↓
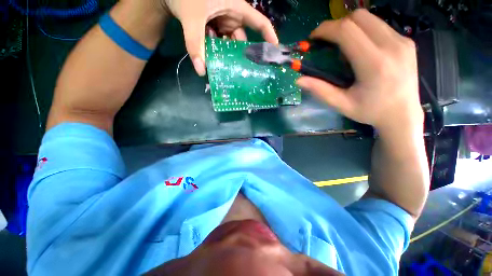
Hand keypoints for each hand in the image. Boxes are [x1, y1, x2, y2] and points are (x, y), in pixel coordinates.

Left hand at [160, 0, 278, 75]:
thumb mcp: (193, 17)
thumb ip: (195, 43)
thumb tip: (201, 71)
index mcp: (236, 8)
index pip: (259, 22)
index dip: (269, 37)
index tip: (274, 52)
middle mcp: (232, 17)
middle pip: (241, 40)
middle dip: (239, 55)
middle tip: (238, 71)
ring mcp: (223, 24)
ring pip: (229, 44)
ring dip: (225, 55)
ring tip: (222, 67)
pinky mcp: (215, 28)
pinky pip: (220, 43)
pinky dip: (216, 51)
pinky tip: (212, 58)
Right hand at [297, 9, 422, 134]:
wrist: (403, 114)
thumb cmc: (370, 112)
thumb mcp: (340, 104)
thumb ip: (319, 90)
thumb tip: (299, 80)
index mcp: (374, 64)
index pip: (347, 31)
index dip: (326, 29)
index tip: (314, 38)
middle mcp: (392, 46)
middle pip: (358, 17)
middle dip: (336, 25)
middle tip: (326, 42)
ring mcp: (402, 41)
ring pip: (369, 18)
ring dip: (349, 27)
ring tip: (342, 46)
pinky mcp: (406, 41)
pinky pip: (379, 25)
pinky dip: (363, 31)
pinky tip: (359, 48)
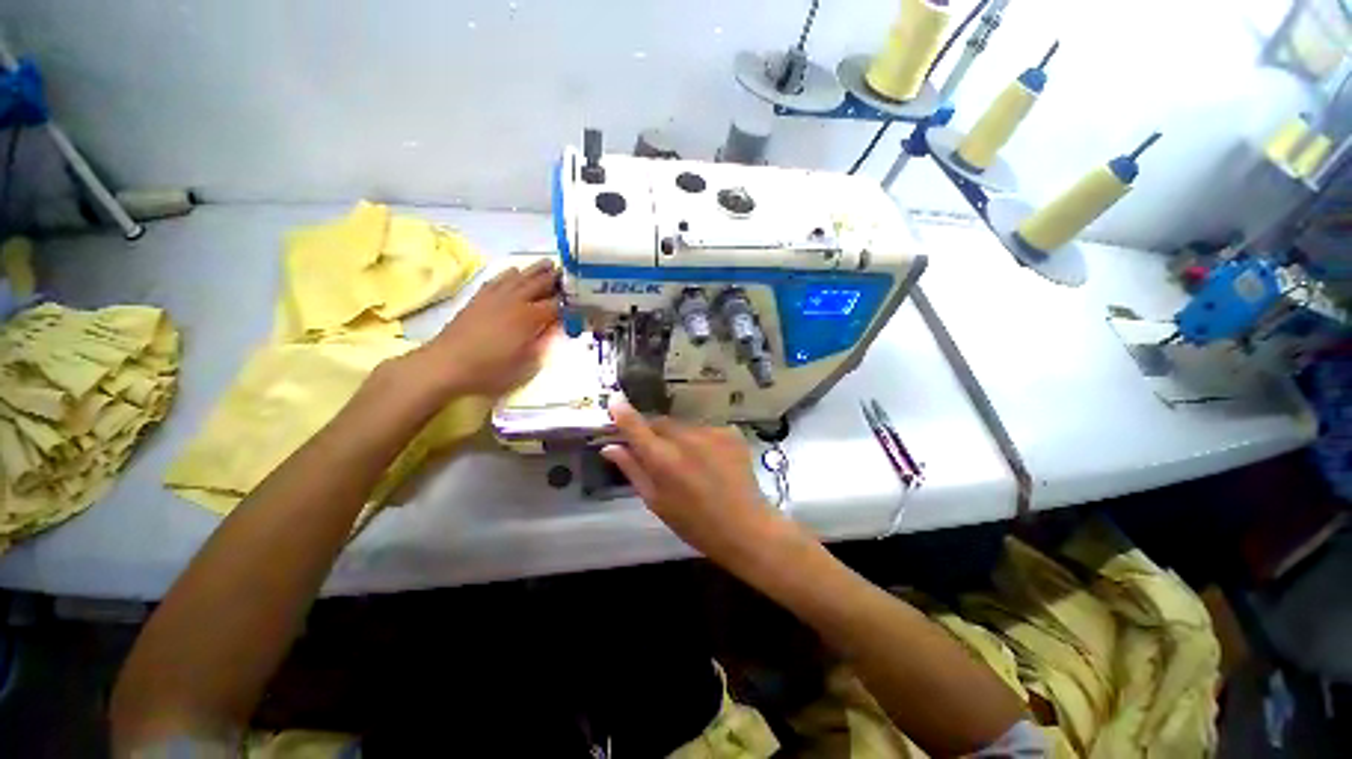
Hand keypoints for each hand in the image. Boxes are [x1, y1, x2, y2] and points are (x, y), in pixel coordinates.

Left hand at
↑
#### WHAT TO DO:
Nothing is needed beyond an exact transcription of the lines from the one containing "middle dip: (239, 55)" to the end of the entries above, with the pictures omitted.

#### RESULT FOR THIS TASK:
middle dip: (239, 55)
middle tip: (238, 71)
ring mcp: (223, 24)
ring pip: (229, 44)
ring dip: (225, 55)
ring tip: (222, 67)
pinky mcp: (215, 28)
pinky pip: (220, 43)
pinky dip: (216, 51)
pinky tip: (212, 58)
Right hand at [297, 9, 422, 134]:
wrist: (403, 114)
thumb cmc: (370, 112)
thumb mcp: (340, 104)
thumb ip: (319, 90)
thumb tip: (299, 80)
index mcp: (374, 64)
index pip: (347, 31)
index dip: (326, 29)
index tip: (314, 38)
middle mcp: (392, 46)
middle pip: (358, 17)
middle dip: (336, 25)
middle tip: (326, 42)
ring mcp: (402, 41)
ring pip: (369, 18)
ring dip: (349, 27)
ring tip: (342, 46)
pinky mcp: (406, 41)
pinky pip: (379, 25)
pinky dip: (363, 31)
pinky tip: (359, 48)
Hand keypoints for each hand in the image. Boxes are [x1, y1, x2, y2] and points are (x, y), in pixel coordinates.

Left hand at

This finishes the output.